L’arbre a toujours eu une place importante pour Fanny, enfant elle grimpait et faisait des cabanes dans les arbres.

Face à un manque cruel de nature pendant les périodes de confinement (COVID), l’artiste a ressenti le besoin de dessiner des arbres. L’arbre est devenu le sujet de son art actuel.

Aujourd’hui, Fanny par ses peintures,  par ses dessins et ses gravures partage son ressenti, souligne la beauté des arbres mais aussi sensibilise sur leur rôle primordial.

Fanny Delumeau pose devant ses tableaux

Peinture acrylique sur toile

Série : La beauté poétique des arbres

Ce sont des peintures à l’acrylique et à l’encre.

J’essaie par cette série de souligner la beauté des arbres, qui ne sont pas que des troncs identiques et des feuilles. Ainsi, par ces toiles, j’essaie de retranscrire la vie qui circule en eux et l’âme que chaque arbre dégage.

Série : Les arbres en danger

Ce sont des peintures réalisées à l’acrylique au couteau.

Cette série, axée sur la mise en danger de notre planète avec la déforestation à grande échelle, dénonce les conséquences climatiques.

Ce choix humain provoque des changements irréversibles, notamment l’augmentation des températures mondiales provoquant des incendies de grande ampleur de plus en plus nombreux.

Série : L’uniformisation des forêts

Ce sont des peintures à l’acrylique et à l’encre.

Par cette série, je pointe du doigt l’intervention de l’Homme sur les forêts. Cette intervention amène une disparition de nombreuses essences au détriment de l’uniformité pour des raisons de rentabilité et de profit. De même, on assiste à la raréfaction des forêts primaires sur la planète et notamment en Europe où il n’en existe plus qu’une.

Dessin à l'encre

Série : Regards croisés en Gâtine

Ce sont des dessins réalisés à l’encre noire et au pinceau.

L’arbre n’est pas un élément de décor, ou pire rien, il demeure une manifestation de la vie sur Terre. L’arbre a de nombreuses similitudes avec l’Homme : son visage est façonné par sa propre histoire et par ses propres blessures, il n’y a pas un arbre identique à un autre, chaque arbre est unique. Ils communiquent entre eux, ils s’entraident…

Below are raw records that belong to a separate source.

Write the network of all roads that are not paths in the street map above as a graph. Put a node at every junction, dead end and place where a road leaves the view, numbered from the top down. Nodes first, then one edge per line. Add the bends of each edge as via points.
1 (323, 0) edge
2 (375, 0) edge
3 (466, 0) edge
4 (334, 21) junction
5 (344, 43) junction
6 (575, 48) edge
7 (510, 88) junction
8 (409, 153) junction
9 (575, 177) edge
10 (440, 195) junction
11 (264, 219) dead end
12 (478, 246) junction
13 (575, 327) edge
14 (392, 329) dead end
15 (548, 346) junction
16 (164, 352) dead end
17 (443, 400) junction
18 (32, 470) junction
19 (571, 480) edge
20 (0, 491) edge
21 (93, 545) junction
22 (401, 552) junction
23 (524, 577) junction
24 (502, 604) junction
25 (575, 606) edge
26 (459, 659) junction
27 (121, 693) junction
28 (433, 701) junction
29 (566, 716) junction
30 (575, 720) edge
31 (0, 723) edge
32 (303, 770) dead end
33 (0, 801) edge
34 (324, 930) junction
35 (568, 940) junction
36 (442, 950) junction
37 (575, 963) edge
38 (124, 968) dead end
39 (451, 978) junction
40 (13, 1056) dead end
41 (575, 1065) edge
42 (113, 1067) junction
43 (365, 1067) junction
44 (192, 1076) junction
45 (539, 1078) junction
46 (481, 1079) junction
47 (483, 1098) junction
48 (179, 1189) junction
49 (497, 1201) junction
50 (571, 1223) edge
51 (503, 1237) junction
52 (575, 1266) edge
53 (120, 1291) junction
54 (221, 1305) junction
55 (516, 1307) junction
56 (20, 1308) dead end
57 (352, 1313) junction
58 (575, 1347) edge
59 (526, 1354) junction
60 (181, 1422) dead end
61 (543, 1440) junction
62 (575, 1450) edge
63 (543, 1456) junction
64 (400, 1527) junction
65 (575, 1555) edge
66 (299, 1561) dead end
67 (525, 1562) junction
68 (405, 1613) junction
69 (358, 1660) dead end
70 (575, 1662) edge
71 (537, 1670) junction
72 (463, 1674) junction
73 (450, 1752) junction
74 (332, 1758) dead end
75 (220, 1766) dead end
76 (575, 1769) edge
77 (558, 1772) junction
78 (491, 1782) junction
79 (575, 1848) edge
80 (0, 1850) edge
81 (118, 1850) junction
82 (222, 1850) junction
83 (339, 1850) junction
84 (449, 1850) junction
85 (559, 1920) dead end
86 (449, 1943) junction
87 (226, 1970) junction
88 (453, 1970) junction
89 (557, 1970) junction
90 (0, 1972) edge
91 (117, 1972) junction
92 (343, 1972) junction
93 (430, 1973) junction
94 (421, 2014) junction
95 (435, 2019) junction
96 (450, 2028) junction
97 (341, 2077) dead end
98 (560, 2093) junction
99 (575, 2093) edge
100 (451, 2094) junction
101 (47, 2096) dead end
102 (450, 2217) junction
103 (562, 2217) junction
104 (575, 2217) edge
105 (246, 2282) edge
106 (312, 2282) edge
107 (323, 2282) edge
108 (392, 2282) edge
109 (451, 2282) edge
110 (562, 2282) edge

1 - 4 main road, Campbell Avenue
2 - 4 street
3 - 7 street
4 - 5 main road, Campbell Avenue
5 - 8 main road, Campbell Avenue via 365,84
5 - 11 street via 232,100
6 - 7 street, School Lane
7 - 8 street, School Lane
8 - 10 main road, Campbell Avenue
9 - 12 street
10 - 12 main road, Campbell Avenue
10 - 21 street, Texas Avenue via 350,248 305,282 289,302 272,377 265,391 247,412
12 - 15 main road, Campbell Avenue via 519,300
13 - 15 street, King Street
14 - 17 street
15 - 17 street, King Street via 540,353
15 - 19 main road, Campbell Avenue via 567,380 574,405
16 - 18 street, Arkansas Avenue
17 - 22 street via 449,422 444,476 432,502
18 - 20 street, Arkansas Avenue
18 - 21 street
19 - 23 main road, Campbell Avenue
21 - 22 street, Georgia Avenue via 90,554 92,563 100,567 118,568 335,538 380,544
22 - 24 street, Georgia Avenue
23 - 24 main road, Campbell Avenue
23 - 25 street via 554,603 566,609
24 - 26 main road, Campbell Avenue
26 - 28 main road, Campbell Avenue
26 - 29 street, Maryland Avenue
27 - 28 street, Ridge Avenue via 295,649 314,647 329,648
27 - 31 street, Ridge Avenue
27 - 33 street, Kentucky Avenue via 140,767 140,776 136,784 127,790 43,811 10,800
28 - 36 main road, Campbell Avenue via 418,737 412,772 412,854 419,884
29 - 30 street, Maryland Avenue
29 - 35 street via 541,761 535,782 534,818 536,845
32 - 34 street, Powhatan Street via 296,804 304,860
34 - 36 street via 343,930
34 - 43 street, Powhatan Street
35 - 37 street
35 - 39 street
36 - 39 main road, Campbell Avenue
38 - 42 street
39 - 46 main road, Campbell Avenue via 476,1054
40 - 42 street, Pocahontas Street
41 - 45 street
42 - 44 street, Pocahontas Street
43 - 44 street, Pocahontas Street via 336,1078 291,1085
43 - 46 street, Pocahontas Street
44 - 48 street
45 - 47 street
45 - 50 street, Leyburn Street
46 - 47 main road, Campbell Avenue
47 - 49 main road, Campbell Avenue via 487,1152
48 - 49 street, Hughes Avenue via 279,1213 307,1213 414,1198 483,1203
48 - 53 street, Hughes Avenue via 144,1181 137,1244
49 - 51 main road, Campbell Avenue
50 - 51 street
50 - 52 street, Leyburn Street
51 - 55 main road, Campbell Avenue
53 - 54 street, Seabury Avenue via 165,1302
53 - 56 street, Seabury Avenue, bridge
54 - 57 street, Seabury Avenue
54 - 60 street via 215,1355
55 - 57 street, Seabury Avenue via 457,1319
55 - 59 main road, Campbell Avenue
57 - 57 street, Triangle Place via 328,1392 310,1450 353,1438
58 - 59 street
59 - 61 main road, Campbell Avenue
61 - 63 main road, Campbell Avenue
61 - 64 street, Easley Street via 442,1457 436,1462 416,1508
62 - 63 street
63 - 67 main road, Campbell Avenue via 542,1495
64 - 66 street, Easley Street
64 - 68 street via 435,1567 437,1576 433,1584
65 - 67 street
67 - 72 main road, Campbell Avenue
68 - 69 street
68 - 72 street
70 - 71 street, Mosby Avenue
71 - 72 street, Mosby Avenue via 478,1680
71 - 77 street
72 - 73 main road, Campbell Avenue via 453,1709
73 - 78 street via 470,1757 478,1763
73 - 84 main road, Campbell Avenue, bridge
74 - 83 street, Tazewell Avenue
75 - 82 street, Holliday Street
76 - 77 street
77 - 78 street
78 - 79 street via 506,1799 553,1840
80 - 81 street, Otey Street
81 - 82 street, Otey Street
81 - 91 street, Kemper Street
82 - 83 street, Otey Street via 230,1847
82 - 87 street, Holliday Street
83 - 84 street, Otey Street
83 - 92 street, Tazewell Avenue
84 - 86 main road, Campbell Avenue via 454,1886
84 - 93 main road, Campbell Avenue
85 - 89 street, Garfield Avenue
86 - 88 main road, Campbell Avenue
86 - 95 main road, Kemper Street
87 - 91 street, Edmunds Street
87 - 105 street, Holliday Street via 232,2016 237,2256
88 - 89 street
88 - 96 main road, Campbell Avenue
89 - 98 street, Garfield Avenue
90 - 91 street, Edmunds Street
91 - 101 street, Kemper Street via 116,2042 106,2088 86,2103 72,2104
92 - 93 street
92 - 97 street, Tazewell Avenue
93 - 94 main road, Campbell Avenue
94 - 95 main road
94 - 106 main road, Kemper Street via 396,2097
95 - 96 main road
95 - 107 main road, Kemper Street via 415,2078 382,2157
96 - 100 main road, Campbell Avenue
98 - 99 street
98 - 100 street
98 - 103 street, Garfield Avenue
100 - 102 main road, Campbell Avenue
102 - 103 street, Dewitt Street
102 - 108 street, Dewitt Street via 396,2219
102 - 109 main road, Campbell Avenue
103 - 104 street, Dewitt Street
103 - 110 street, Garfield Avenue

Je partage nos regards croisés, mon ressenti qui en découle, et j’invite chacun à s’interroger sur sa perception et son regard face à ses grands sages.

Gravure au burin

Cette technique inventée au 15 siècle connaîtra sont apogée au 18 ème.

La taille directe, procédé de gravure en creux, consiste à graver le métal directement à l’aide de divers outils, principalement la pointe sèche, le burin ou le berceau. Une fois la plaque gravée, celle-ci est encrée et le tirage s’effectue sur une presse à taille-douce.

Fanny réalise seulement 20 tirages par plaque. Ils sont ainsi différents par leurs couleurs et la pression d’impression exercée, faisant ainsi de chaque exemplaire une œuvre d’art unique.